If there are schools out there as idiotic as this, then frnakly it says more about education than a simple phonic test ever will. Hmm

moondog · 26/06/2011 16:32

'No one teaches you how to distinguish between a cat and a dog, but a 3 yo can do it more reliably than any computer that has ever been invented.'

Really Fairy?
Are you referring to auditory or orthographic discrimination?

moondog · 26/06/2011 16:34

'To teach decoding alone, in isolation from meaning and pleasure, is to send a wrong message to the child about what it is to be a reader and the inevitable and well documented result is that the skill is too often lost when the child is old enough to make a personal choice. '

Dominie who is advocating decoding in isolation from meaning?
It would render the whole experience null and void.

I'm interested however in the 'well documented result' you speak of.

The key issue in cracking any sort of code is to uncover meaning.

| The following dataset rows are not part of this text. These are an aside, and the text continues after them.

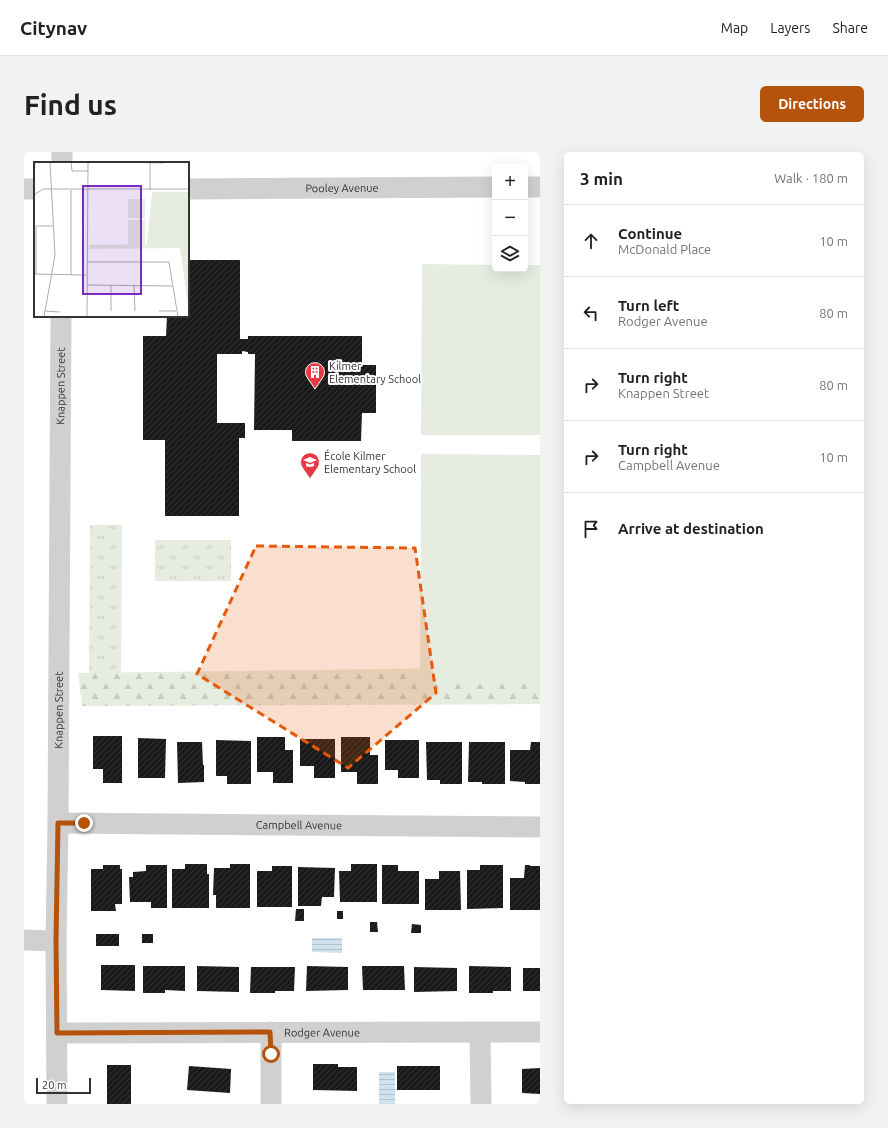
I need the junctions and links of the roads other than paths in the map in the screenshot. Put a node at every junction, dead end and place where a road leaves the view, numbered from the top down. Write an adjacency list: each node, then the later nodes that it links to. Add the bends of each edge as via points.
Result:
1 (492, 187): 4 (street, Pooley Avenue)
2 (528, 187): 3 (street)
3 (540, 187)
4 (189, 189)
5 (61, 317): 6 (street, Knappen Street)
6 (58, 823): 7 (street, Campbell Avenue); 9 (street, Knappen Street)
7 (540, 827)
8 (24, 940): 9 (street)
9 (56, 940): 13 (street, Knappen Street)
10 (270, 1032): 11 (street, Rodger Avenue); 13 (street, Rodger Avenue); 15 (street)
11 (480, 1032): 12 (street, Rodger Avenue); 16 (street)
12 (540, 1032)
13 (57, 1033): 14 (street, Knappen Street)
14 (57, 1104)
15 (271, 1104)
16 (481, 1104)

dolfrog · 26/06/2011 16:44

WroxhamSchool
The real problem is a lack of understanding in the teaching profession about the real neurology of how we learn, and how we learn to read. There is no Educational Research Council to carry out independent peer reviewed research in the UK.
Teachers are not adequately trained to understand the neurology of how children learn, how to work with other professions who will have a greater understanding of these specialist issues, and how to understand the developmental processes pre-school.
Research states that formal education should not begin until after t he age of Maturation 7 - 8 years old when children stop growing out of developmental problems, and have had time to develop alternative compensatory skills to help work around their cognitive weaknesses or disabilities.
The Brooks report has no supportive peer reviewed research included supporting each claim so the whole thing is probably the scientifically unsupported ramblings of Mr Brooks.
So waht we really need is real scientific education research, and not the ramblings of contracted academics, and program provider lobby groups. So that we can have scientifically informed teachers who have a basic understanding of all the possible SEN issues, and how the y may need to adapt their teaching methods to best suite the learning needs each pupil they may have to teach.